Data records:
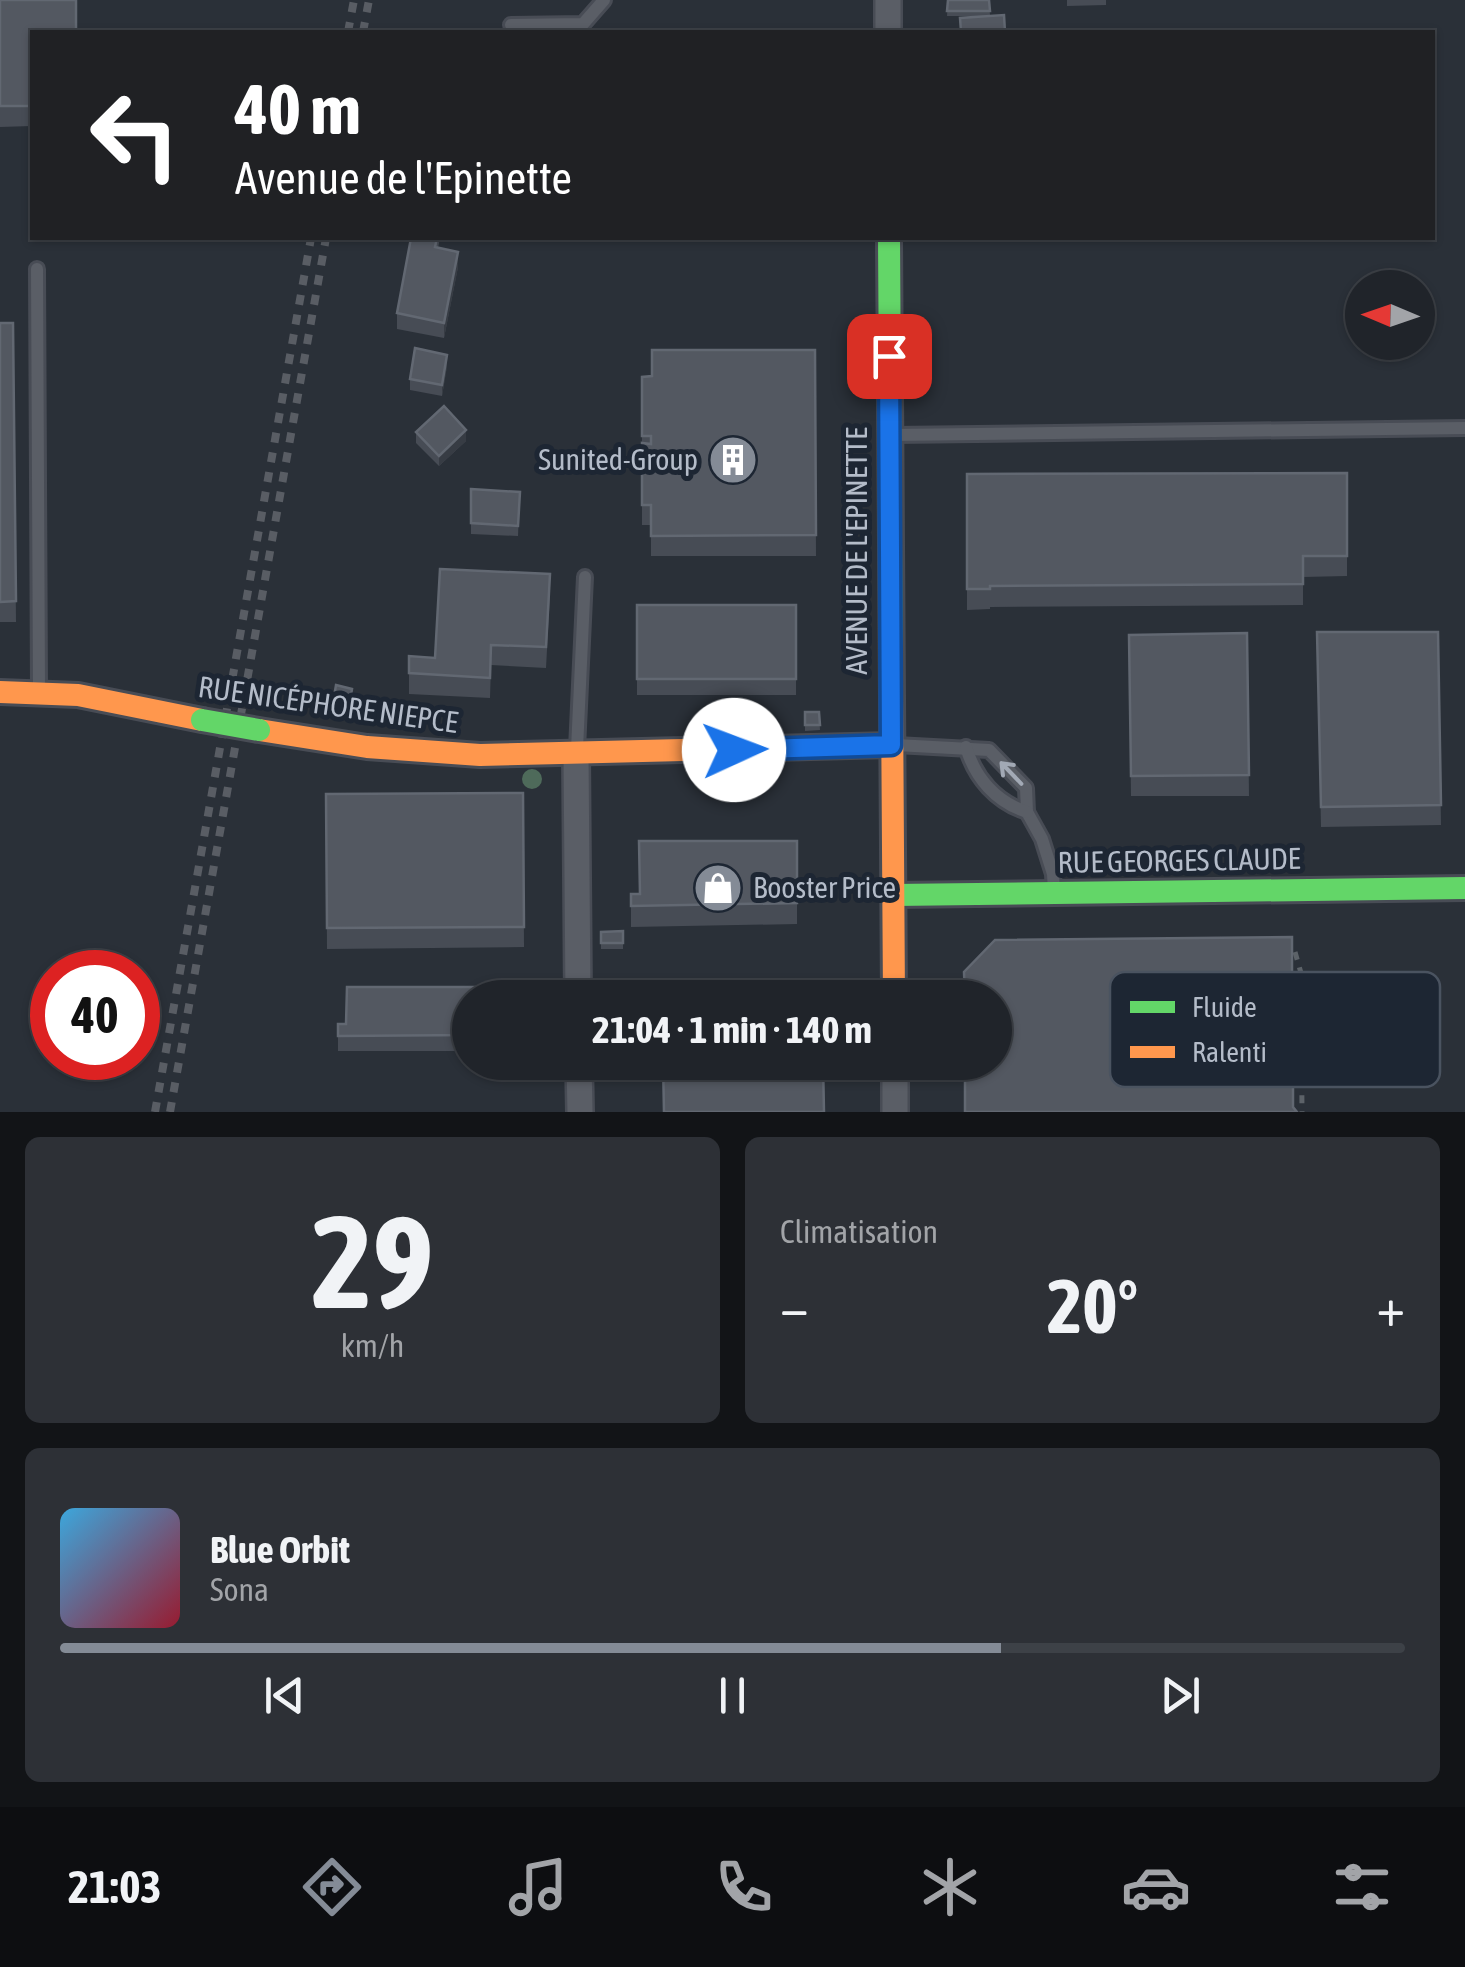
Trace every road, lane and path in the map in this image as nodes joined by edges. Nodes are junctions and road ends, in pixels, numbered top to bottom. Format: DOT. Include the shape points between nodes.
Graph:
graph roads {
  1 [pos="604,0"];
  2 [pos="888,0"];
  3 [pos="511,24"];
  4 [pos="888,30"];
  5 [pos="888,240"];
  6 [pos="37,269"];
  7 [pos="1465,428"];
  8 [pos="889,435"];
  9 [pos="585,577"];
  10 [pos="0,692"];
  11 [pos="39,692"];
  12 [pos="891,745"];
  13 [pos="966,747"];
  14 [pos="576,754"];
  15 [pos="1027,812"];
  16 [pos="1465,888"];
  17 [pos="1054,893"];
  18 [pos="894,895"];
  19 [pos="1295,952"];
  20 [pos="1300,972"];
  21 [pos="578,980"];
  22 [pos="894,980"];
  23 [pos="579,1080"];
  24 [pos="895,1080"];
  25 [pos="1302,1087"];
  26 [pos="580,1112"];
  27 [pos="895,1112"];
  28 [pos="1302,1112"];
  1 -- 3 [label="lane" via="582,24"];
  2 -- 4 [label="street"];
  5 -- 8 [label="street, AVENUE DE L'EPINETTE"];
  6 -- 11 [label="lane"];
  7 -- 8 [label="lane"];
  8 -- 12 [label="street, AVENUE DE L'EPINETTE"];
  9 -- 14 [label="lane"];
  10 -- 11 [label="street, RUE NICÉPHORE NIEPCE"];
  11 -- 14 [label="street, RUE NICÉPHORE NIEPCE, bridge" via="367,747"];
  12 -- 13 [label="lane"];
  12 -- 14 [label="street, RUE NICÉPHORE NIEPCE"];
  12 -- 18 [label="street, AVENUE DE L'EPINETTE"];
  13 -- 15 [label="lane" via="972,770 1007,806"];
  15 -- 13 [label="lane, one-way" via="1026,788 989,750"];
  14 -- 21 [label="street"];
  15 -- 17 [label="lane" via="1042,839"];
  16 -- 17 [label="street, RUE GEORGES CLAUDE"];
  17 -- 18 [label="street, RUE GEORGES CLAUDE"];
  18 -- 22 [label="street"];
  19 -- 20 [label="path"];
  23 -- 26 [label="street"];
  24 -- 27 [label="street"];
  25 -- 28 [label="path"];
}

What is expected: Every line that holds the word "EPINETTE" should be copied from the records above.

Exercise response:
  5 -- 8 [label="street, AVENUE DE L'EPINETTE"];
  8 -- 12 [label="street, AVENUE DE L'EPINETTE"];
  12 -- 18 [label="street, AVENUE DE L'EPINETTE"];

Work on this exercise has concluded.